**Task data**
++++++++++
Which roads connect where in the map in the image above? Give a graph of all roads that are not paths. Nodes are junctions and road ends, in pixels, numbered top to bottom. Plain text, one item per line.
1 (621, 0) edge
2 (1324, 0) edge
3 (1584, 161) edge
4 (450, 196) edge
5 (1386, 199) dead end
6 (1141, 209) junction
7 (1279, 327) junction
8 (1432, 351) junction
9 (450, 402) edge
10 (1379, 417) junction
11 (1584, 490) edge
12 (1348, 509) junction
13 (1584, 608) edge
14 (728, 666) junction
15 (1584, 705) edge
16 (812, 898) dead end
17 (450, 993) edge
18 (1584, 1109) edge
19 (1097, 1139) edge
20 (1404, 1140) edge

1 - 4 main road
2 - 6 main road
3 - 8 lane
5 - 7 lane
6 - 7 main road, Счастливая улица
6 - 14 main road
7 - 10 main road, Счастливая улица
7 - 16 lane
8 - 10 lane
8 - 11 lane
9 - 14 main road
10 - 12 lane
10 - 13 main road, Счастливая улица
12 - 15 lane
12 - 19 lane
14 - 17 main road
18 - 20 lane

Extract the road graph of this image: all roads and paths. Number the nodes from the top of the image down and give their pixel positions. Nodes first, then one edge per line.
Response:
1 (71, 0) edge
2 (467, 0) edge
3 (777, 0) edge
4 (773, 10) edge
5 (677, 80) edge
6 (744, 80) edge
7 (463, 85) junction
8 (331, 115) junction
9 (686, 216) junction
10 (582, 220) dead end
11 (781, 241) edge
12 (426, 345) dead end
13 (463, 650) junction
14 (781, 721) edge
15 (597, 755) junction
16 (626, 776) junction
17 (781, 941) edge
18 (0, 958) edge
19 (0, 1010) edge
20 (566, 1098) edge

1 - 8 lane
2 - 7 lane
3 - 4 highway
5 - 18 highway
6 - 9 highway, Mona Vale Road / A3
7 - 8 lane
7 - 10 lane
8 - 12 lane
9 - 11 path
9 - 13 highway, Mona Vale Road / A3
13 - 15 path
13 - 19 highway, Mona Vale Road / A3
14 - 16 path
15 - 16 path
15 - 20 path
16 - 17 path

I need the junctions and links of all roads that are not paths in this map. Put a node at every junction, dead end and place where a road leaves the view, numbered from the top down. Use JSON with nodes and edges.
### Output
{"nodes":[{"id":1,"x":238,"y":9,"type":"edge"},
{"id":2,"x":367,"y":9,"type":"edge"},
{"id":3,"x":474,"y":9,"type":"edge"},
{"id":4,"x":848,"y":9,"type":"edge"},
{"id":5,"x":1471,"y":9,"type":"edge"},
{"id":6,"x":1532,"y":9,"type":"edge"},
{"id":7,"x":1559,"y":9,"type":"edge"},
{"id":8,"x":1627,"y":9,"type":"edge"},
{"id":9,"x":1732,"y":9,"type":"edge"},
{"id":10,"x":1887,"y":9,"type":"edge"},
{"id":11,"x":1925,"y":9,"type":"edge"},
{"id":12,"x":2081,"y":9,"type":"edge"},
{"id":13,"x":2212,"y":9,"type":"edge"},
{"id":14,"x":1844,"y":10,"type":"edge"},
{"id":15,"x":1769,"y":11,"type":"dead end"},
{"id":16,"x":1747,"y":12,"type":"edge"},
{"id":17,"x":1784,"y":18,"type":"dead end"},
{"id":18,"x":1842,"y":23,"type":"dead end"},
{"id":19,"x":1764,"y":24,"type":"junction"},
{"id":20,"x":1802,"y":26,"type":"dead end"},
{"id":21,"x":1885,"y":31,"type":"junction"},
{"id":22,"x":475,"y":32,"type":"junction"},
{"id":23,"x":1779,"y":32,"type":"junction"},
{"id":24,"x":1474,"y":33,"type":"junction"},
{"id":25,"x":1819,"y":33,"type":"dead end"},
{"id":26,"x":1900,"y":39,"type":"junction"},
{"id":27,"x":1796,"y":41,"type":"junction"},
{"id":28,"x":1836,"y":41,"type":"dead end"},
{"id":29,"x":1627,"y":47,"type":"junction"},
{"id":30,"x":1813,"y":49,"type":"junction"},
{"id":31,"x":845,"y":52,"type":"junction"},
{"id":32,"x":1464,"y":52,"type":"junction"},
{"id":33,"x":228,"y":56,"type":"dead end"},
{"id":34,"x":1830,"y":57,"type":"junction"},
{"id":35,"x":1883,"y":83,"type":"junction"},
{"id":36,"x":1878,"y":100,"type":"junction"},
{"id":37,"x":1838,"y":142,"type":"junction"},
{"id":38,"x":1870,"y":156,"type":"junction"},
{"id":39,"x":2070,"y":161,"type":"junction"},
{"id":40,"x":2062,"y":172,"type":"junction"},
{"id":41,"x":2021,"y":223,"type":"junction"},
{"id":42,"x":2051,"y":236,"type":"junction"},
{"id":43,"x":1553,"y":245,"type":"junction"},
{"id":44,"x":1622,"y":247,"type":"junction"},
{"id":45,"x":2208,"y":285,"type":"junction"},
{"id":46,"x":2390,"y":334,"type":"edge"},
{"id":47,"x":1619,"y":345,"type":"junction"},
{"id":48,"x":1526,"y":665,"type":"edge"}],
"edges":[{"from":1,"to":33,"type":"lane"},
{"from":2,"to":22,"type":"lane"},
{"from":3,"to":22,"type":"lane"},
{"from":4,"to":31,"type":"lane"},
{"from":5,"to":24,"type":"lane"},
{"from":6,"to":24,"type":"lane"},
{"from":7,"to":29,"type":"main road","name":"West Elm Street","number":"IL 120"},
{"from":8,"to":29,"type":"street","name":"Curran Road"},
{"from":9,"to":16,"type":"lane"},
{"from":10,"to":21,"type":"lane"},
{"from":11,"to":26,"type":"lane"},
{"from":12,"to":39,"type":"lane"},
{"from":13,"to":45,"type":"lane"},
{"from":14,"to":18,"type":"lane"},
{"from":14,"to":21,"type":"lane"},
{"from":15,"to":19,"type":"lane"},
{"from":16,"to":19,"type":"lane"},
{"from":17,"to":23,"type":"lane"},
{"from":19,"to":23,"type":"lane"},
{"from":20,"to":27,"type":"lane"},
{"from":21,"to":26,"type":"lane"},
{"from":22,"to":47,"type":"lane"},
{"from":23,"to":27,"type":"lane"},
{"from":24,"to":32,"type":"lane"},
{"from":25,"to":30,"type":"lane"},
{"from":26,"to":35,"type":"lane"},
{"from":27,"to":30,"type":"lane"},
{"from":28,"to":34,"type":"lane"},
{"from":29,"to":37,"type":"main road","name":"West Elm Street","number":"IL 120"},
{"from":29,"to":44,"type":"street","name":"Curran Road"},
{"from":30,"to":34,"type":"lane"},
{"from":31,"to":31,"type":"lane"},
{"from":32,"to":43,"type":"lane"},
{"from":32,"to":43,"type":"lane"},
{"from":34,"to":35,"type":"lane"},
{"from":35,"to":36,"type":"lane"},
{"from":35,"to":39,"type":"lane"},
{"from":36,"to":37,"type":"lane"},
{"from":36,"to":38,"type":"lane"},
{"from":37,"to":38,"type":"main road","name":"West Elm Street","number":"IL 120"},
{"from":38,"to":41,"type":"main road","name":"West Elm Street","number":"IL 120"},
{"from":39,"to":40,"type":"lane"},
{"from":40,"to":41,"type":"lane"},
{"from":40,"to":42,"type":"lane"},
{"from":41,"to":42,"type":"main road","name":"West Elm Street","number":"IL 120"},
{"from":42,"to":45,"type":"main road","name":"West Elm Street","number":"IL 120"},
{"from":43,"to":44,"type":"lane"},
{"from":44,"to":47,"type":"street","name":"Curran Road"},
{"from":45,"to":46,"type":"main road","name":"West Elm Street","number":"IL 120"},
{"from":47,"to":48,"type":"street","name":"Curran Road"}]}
++++++++++
**What you have to do**
Your answer must be the lines above, unchanged, from the first one through the line that holds "Extract the road", inclusive, and no others.

**Result for this exercise**
Which roads connect where in the map in the image above? Give a graph of all roads that are not paths. Nodes are junctions and road ends, in pixels, numbered top to bottom. Plain text, one item per line.
1 (621, 0) edge
2 (1324, 0) edge
3 (1584, 161) edge
4 (450, 196) edge
5 (1386, 199) dead end
6 (1141, 209) junction
7 (1279, 327) junction
8 (1432, 351) junction
9 (450, 402) edge
10 (1379, 417) junction
11 (1584, 490) edge
12 (1348, 509) junction
13 (1584, 608) edge
14 (728, 666) junction
15 (1584, 705) edge
16 (812, 898) dead end
17 (450, 993) edge
18 (1584, 1109) edge
19 (1097, 1139) edge
20 (1404, 1140) edge

1 - 4 main road
2 - 6 main road
3 - 8 lane
5 - 7 lane
6 - 7 main road, Счастливая улица
6 - 14 main road
7 - 10 main road, Счастливая улица
7 - 16 lane
8 - 10 lane
8 - 11 lane
9 - 14 main road
10 - 12 lane
10 - 13 main road, Счастливая улица
12 - 15 lane
12 - 19 lane
14 - 17 main road
18 - 20 lane

Extract the road graph of this image: all roads and paths. Number the nodes from the top of the image down and give their pixel positions. Nodes first, then one edge per line.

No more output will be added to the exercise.